DESCRIPTION OF THE TASK: Tally how many lines in the data hold the word "into", and give the result with no other text.

DATA:
"""

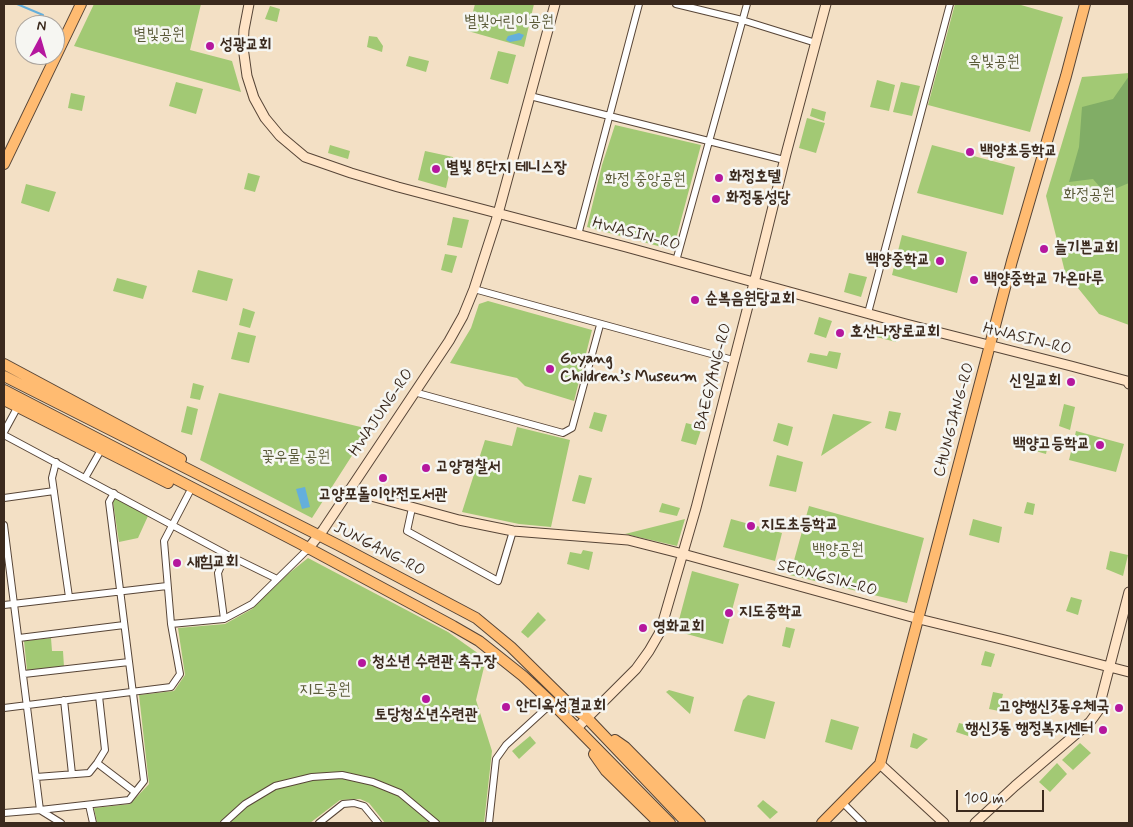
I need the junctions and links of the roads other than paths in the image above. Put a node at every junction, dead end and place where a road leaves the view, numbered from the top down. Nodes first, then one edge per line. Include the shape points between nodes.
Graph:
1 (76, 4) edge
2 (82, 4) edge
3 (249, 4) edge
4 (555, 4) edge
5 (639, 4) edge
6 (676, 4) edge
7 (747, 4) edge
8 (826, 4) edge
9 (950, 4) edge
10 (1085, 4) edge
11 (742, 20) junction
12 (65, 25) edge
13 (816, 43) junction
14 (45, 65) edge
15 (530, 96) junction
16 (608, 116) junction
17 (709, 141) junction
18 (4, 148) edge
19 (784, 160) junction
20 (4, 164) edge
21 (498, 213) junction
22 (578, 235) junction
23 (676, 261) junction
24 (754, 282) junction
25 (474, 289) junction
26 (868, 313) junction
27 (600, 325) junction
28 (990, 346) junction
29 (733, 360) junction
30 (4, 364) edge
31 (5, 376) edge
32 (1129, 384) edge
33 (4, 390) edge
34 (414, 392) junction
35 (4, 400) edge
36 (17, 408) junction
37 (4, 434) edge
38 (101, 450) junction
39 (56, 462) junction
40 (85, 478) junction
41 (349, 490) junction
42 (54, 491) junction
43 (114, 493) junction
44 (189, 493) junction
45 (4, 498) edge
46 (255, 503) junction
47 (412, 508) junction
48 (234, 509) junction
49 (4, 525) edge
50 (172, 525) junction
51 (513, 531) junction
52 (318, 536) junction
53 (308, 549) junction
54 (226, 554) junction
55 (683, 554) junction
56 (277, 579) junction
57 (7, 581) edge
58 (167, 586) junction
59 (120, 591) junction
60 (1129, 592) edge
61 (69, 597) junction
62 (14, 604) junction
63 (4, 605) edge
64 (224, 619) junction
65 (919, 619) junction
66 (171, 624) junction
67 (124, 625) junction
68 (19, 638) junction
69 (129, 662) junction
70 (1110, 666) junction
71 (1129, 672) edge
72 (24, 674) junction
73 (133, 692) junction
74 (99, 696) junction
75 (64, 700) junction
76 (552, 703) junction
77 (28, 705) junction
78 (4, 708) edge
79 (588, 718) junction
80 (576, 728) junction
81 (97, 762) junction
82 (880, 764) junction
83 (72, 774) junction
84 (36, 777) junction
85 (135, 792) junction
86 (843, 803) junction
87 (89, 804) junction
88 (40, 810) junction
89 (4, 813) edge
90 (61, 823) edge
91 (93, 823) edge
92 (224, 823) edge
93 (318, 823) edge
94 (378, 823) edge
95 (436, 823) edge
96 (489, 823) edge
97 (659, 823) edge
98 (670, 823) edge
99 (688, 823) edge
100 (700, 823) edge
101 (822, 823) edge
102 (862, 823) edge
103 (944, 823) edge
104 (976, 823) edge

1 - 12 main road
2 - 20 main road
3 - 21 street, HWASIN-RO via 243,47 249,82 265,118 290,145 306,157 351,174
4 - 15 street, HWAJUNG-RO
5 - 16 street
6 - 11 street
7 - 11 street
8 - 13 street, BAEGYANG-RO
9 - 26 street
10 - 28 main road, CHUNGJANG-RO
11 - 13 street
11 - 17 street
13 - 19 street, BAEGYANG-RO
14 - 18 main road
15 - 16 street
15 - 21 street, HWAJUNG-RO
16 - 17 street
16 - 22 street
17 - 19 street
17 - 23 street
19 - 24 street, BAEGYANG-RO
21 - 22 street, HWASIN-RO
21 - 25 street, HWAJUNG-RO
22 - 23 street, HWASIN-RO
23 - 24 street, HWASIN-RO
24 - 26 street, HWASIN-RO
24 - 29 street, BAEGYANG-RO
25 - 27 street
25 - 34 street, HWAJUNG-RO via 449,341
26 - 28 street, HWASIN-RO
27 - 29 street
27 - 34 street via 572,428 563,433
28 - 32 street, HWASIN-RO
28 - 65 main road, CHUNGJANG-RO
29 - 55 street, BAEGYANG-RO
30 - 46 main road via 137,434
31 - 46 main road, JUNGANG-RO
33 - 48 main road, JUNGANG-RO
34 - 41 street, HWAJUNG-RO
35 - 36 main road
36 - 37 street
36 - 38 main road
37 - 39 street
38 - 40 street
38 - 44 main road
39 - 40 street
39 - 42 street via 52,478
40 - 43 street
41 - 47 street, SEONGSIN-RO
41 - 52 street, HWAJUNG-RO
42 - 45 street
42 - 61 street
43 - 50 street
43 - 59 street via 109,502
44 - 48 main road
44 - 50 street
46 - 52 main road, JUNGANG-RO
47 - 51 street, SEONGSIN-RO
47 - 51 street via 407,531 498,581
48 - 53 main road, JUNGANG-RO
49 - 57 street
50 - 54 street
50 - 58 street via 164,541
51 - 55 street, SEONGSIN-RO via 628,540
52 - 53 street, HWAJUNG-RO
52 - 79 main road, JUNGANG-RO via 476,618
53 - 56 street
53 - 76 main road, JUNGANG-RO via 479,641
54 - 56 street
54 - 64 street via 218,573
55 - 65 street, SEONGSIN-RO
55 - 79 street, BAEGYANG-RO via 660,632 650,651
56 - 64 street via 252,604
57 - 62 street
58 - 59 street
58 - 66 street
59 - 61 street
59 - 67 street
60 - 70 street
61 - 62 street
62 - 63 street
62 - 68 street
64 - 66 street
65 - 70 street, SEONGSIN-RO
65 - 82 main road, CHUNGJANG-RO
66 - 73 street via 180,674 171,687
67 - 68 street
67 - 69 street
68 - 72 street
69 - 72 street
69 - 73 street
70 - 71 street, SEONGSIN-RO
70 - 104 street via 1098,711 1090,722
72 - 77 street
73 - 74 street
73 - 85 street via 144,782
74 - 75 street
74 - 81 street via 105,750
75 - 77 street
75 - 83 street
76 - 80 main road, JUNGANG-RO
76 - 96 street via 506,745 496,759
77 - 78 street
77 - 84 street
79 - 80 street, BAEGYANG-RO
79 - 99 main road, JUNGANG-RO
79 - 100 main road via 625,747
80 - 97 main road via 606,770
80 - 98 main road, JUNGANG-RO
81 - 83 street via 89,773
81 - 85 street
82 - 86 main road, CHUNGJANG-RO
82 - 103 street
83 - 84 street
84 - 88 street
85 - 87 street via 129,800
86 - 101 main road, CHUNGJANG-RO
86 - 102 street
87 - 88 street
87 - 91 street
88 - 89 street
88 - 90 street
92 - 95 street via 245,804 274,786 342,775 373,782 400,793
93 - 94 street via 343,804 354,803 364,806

"""
"""

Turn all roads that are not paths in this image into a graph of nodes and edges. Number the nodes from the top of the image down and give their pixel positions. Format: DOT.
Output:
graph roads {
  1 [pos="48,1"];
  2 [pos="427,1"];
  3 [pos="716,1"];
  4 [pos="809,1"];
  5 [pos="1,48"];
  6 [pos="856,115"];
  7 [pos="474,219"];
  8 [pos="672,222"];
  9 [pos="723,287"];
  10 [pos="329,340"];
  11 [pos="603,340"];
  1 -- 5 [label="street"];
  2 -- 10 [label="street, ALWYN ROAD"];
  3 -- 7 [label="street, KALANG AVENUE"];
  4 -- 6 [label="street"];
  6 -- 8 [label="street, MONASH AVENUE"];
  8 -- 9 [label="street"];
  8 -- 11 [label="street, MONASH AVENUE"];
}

"""
"""

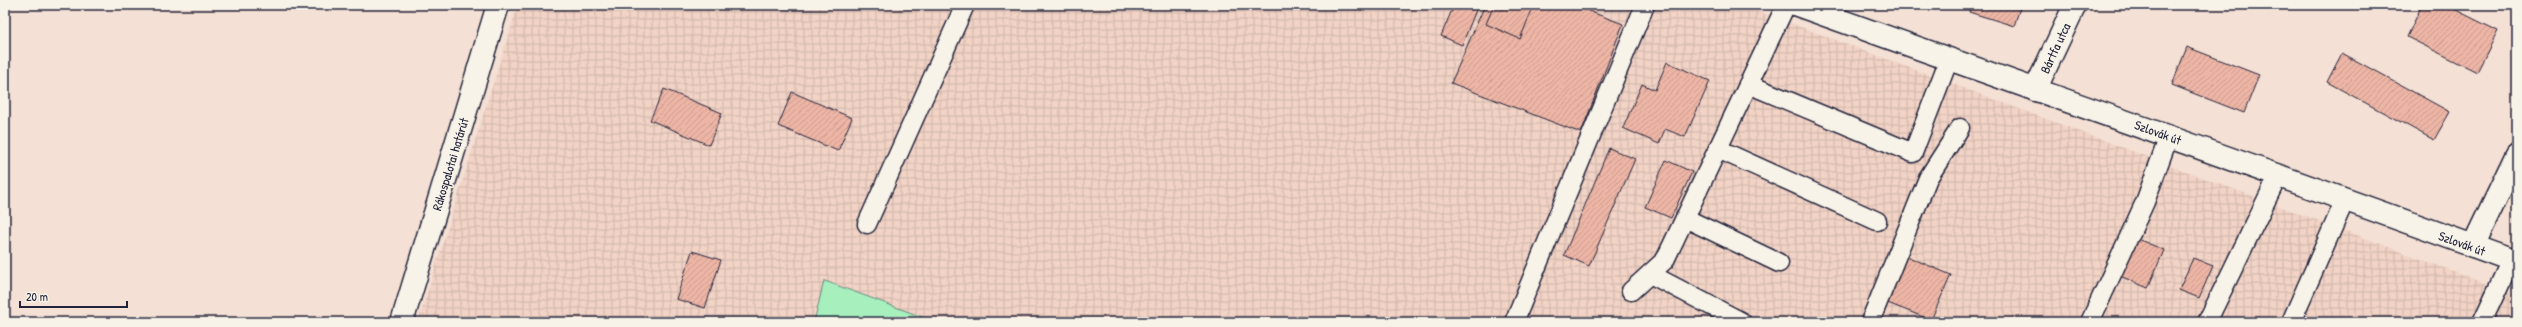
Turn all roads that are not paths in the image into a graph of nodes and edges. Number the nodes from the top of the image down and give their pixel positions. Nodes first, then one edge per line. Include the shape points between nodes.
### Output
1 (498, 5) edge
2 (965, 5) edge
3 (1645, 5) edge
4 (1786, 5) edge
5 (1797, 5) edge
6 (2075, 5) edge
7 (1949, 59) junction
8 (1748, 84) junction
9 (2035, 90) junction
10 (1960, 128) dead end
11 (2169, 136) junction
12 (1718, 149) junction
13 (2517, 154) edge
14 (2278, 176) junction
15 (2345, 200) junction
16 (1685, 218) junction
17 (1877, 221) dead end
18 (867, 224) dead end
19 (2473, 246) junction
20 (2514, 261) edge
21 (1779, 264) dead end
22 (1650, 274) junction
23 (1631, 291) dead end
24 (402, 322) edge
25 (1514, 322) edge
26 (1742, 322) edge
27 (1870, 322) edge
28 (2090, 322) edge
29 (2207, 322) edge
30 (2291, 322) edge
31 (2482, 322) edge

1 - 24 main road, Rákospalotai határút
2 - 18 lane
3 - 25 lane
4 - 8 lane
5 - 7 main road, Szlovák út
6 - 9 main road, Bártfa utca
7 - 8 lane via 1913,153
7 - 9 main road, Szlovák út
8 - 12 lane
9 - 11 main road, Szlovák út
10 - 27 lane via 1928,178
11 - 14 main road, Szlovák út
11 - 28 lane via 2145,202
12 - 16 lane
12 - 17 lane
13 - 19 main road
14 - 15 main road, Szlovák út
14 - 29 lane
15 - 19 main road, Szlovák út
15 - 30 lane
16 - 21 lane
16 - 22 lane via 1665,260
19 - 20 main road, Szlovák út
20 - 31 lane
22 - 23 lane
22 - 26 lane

"""

EXERCISE ANSWER: 2